* **YOUR OBJECTIVE**: The answer should consist of every record, reproduced exactly.

* **GIVEN RECORDS**:
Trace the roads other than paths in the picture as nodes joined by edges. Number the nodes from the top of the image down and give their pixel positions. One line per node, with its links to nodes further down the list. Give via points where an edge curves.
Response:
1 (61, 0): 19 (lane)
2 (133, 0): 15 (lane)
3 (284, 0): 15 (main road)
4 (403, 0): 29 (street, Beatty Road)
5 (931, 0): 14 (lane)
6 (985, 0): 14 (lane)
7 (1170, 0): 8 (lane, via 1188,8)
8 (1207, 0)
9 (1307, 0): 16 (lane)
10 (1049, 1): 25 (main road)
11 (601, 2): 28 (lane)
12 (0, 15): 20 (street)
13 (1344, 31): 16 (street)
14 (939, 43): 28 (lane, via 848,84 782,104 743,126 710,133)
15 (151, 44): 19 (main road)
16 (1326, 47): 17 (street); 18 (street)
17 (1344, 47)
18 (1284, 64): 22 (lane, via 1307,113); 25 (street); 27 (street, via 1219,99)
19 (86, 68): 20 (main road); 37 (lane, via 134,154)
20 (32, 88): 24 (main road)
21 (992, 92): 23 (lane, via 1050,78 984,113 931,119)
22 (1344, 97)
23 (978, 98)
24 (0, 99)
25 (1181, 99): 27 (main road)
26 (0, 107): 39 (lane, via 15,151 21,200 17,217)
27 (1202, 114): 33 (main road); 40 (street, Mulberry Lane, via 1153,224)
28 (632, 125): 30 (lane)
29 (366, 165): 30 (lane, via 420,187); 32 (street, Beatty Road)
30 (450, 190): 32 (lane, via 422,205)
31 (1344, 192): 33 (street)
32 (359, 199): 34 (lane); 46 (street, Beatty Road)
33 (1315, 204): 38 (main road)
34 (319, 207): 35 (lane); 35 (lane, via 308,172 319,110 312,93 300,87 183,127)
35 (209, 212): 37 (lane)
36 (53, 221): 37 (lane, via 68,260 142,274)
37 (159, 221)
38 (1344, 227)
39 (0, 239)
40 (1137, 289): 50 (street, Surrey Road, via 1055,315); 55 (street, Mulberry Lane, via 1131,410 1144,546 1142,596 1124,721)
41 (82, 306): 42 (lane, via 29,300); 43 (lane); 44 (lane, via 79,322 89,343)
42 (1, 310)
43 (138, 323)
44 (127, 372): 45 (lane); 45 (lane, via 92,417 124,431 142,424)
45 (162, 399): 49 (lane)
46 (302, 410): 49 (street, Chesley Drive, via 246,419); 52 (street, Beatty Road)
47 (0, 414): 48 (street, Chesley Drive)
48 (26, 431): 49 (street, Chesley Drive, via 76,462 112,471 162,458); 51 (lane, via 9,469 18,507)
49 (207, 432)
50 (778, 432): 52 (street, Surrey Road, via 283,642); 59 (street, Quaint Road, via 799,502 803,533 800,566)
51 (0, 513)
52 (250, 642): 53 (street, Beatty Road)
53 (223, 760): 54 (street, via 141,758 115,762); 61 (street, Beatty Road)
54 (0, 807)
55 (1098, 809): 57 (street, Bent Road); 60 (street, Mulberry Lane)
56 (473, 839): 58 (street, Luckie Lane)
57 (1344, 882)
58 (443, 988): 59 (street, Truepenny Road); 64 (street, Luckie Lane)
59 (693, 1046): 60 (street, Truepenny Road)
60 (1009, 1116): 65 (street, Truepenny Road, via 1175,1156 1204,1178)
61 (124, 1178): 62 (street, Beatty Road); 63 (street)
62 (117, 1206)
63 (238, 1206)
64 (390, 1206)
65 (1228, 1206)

* **OUTPUT OF THE TASK**:
Trace the roads other than paths in the picture as nodes joined by edges. Number the nodes from the top of the image down and give their pixel positions. One line per node, with its links to nodes further down the list. Give via points where an edge curves.
Response:
1 (61, 0): 19 (lane)
2 (133, 0): 15 (lane)
3 (284, 0): 15 (main road)
4 (403, 0): 29 (street, Beatty Road)
5 (931, 0): 14 (lane)
6 (985, 0): 14 (lane)
7 (1170, 0): 8 (lane, via 1188,8)
8 (1207, 0)
9 (1307, 0): 16 (lane)
10 (1049, 1): 25 (main road)
11 (601, 2): 28 (lane)
12 (0, 15): 20 (street)
13 (1344, 31): 16 (street)
14 (939, 43): 28 (lane, via 848,84 782,104 743,126 710,133)
15 (151, 44): 19 (main road)
16 (1326, 47): 17 (street); 18 (street)
17 (1344, 47)
18 (1284, 64): 22 (lane, via 1307,113); 25 (street); 27 (street, via 1219,99)
19 (86, 68): 20 (main road); 37 (lane, via 134,154)
20 (32, 88): 24 (main road)
21 (992, 92): 23 (lane, via 1050,78 984,113 931,119)
22 (1344, 97)
23 (978, 98)
24 (0, 99)
25 (1181, 99): 27 (main road)
26 (0, 107): 39 (lane, via 15,151 21,200 17,217)
27 (1202, 114): 33 (main road); 40 (street, Mulberry Lane, via 1153,224)
28 (632, 125): 30 (lane)
29 (366, 165): 30 (lane, via 420,187); 32 (street, Beatty Road)
30 (450, 190): 32 (lane, via 422,205)
31 (1344, 192): 33 (street)
32 (359, 199): 34 (lane); 46 (street, Beatty Road)
33 (1315, 204): 38 (main road)
34 (319, 207): 35 (lane); 35 (lane, via 308,172 319,110 312,93 300,87 183,127)
35 (209, 212): 37 (lane)
36 (53, 221): 37 (lane, via 68,260 142,274)
37 (159, 221)
38 (1344, 227)
39 (0, 239)
40 (1137, 289): 50 (street, Surrey Road, via 1055,315); 55 (street, Mulberry Lane, via 1131,410 1144,546 1142,596 1124,721)
41 (82, 306): 42 (lane, via 29,300); 43 (lane); 44 (lane, via 79,322 89,343)
42 (1, 310)
43 (138, 323)
44 (127, 372): 45 (lane); 45 (lane, via 92,417 124,431 142,424)
45 (162, 399): 49 (lane)
46 (302, 410): 49 (street, Chesley Drive, via 246,419); 52 (street, Beatty Road)
47 (0, 414): 48 (street, Chesley Drive)
48 (26, 431): 49 (street, Chesley Drive, via 76,462 112,471 162,458); 51 (lane, via 9,469 18,507)
49 (207, 432)
50 (778, 432): 52 (street, Surrey Road, via 283,642); 59 (street, Quaint Road, via 799,502 803,533 800,566)
51 (0, 513)
52 (250, 642): 53 (street, Beatty Road)
53 (223, 760): 54 (street, via 141,758 115,762); 61 (street, Beatty Road)
54 (0, 807)
55 (1098, 809): 57 (street, Bent Road); 60 (street, Mulberry Lane)
56 (473, 839): 58 (street, Luckie Lane)
57 (1344, 882)
58 (443, 988): 59 (street, Truepenny Road); 64 (street, Luckie Lane)
59 (693, 1046): 60 (street, Truepenny Road)
60 (1009, 1116): 65 (street, Truepenny Road, via 1175,1156 1204,1178)
61 (124, 1178): 62 (street, Beatty Road); 63 (street)
62 (117, 1206)
63 (238, 1206)
64 (390, 1206)
65 (1228, 1206)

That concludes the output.